Which lines of the records contain the word "graph"? Show each of them.

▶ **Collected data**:
⟨

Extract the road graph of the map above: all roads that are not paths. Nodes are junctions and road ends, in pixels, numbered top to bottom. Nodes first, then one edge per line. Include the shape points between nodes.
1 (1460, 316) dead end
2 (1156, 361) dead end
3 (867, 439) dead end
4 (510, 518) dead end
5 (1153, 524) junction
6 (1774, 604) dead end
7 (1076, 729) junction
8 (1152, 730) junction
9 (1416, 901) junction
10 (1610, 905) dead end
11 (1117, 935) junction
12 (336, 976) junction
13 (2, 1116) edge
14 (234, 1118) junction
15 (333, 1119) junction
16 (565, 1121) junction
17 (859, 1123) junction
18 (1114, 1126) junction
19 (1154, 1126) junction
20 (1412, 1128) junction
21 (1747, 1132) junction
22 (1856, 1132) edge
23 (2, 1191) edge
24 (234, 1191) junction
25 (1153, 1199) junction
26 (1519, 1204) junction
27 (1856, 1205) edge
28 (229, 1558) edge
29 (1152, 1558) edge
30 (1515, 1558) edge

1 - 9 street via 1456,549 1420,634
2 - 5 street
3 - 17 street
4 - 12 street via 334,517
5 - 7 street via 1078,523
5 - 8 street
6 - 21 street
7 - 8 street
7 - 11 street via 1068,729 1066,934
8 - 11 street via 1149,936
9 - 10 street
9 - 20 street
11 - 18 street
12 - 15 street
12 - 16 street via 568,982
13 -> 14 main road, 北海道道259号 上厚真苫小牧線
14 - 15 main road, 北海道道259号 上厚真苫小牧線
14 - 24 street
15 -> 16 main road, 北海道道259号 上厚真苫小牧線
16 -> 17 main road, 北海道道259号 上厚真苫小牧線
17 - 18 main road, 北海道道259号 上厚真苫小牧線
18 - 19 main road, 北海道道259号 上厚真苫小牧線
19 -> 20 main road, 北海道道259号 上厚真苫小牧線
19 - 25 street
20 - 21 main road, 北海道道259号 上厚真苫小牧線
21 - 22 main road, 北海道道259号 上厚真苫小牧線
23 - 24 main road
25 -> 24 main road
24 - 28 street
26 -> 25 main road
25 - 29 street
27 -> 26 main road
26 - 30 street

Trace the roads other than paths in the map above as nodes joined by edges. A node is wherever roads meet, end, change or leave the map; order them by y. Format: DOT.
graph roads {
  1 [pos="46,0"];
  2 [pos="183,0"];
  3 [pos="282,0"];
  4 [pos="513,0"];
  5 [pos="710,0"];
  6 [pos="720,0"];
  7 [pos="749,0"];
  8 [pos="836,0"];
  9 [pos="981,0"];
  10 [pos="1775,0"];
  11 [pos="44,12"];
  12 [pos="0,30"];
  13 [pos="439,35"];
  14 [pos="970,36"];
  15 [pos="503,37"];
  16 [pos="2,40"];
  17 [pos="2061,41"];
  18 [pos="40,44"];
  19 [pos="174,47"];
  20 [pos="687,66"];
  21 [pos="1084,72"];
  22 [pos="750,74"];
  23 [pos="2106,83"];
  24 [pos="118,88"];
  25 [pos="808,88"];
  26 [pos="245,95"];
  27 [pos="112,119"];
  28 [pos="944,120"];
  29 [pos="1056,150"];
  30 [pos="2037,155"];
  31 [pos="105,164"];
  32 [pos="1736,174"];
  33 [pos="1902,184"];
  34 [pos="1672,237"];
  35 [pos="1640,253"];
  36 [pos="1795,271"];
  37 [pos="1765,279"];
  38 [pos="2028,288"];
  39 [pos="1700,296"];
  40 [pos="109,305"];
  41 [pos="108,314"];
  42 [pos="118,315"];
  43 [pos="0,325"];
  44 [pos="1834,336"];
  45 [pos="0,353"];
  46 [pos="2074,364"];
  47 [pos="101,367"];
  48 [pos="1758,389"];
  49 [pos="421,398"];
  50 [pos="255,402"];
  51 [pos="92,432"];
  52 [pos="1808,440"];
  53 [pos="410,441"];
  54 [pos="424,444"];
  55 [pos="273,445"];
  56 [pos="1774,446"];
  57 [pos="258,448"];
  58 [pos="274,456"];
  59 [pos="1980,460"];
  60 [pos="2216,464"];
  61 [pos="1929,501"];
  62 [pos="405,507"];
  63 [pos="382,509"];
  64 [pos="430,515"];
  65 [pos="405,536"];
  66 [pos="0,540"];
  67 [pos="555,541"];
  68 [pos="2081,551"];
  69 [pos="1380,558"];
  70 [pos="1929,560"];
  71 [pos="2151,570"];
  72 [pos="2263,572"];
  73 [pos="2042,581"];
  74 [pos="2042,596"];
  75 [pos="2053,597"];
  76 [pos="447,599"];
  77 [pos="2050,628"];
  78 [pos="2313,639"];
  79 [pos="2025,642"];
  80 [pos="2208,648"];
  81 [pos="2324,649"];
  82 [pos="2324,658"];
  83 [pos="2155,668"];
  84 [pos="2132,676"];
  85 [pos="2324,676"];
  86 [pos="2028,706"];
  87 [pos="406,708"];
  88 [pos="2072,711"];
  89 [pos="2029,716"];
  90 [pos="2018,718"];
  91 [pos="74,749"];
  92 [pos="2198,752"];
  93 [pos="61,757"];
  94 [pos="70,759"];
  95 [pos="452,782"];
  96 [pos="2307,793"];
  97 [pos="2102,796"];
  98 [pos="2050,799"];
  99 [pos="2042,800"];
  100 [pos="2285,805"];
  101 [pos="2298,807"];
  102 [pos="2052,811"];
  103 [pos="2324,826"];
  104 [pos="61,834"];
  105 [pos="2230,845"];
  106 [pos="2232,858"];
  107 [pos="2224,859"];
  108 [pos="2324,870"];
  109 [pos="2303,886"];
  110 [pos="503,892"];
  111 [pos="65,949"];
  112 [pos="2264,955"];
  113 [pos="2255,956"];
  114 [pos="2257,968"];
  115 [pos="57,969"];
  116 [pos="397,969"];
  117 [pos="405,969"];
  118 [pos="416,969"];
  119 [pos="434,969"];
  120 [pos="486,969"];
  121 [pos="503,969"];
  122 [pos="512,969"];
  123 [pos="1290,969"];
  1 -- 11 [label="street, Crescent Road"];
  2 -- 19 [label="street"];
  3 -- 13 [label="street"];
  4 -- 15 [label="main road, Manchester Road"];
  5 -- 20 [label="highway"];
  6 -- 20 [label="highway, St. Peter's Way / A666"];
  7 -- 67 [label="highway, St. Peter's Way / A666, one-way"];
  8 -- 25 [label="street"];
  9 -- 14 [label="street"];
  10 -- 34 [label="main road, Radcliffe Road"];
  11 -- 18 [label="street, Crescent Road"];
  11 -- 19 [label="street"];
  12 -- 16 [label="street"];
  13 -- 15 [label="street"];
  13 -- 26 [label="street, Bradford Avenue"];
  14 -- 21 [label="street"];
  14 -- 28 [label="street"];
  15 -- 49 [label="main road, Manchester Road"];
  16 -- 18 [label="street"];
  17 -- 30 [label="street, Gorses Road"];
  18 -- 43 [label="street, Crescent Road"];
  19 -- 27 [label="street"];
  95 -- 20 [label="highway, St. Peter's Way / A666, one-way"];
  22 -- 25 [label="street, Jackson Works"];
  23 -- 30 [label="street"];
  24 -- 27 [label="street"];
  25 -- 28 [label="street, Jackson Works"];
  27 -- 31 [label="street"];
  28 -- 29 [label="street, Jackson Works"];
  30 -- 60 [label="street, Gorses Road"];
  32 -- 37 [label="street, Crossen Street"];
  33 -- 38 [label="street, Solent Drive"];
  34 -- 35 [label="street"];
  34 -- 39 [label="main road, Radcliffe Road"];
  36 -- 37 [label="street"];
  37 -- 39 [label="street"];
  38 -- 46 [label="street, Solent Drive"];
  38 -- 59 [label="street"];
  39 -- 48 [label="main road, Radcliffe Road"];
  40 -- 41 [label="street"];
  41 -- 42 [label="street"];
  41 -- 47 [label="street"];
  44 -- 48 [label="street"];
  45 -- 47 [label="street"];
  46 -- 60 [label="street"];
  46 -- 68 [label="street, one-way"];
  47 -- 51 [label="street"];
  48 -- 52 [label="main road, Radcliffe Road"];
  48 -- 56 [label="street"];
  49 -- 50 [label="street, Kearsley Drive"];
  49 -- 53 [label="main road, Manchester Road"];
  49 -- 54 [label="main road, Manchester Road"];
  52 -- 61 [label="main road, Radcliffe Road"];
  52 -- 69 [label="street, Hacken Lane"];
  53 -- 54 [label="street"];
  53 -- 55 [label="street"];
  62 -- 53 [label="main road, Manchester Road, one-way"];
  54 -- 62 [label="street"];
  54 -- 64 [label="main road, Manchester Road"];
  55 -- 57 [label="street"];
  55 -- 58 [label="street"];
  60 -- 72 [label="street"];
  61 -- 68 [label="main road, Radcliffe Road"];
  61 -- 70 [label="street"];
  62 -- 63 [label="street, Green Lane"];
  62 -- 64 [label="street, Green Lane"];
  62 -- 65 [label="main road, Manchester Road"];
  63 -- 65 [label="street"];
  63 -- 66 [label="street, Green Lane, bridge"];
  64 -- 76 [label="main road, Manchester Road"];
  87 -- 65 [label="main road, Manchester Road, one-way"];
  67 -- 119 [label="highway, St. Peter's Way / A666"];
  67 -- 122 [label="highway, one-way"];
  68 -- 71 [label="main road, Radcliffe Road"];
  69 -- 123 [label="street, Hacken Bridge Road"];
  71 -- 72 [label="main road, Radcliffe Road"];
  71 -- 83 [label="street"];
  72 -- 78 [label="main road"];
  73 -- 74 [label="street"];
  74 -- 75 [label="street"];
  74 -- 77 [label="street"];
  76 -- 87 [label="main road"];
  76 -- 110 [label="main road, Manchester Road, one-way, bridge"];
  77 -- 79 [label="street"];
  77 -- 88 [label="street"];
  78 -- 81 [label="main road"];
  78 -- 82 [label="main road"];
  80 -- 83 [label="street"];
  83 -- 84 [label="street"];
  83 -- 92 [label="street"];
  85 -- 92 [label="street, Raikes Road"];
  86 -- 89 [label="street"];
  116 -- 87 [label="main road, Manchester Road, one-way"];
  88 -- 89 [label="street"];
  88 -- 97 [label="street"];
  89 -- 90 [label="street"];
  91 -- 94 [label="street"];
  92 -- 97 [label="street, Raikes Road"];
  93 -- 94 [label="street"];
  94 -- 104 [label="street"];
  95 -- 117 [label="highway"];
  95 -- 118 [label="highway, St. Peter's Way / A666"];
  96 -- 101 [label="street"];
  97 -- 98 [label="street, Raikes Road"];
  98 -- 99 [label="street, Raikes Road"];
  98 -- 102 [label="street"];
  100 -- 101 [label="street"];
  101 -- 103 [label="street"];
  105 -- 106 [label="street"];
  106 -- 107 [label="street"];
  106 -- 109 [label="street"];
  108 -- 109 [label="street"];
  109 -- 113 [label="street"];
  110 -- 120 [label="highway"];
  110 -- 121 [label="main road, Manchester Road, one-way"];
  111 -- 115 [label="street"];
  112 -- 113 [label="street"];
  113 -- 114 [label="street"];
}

⟩

▶ **Problem solution**:
Extract the road graph of the map above: all roads that are not paths. Nodes are junctions and road ends, in pixels, numbered top to bottom. Nodes first, then one edge per line. Include the shape points between nodes.
graph roads {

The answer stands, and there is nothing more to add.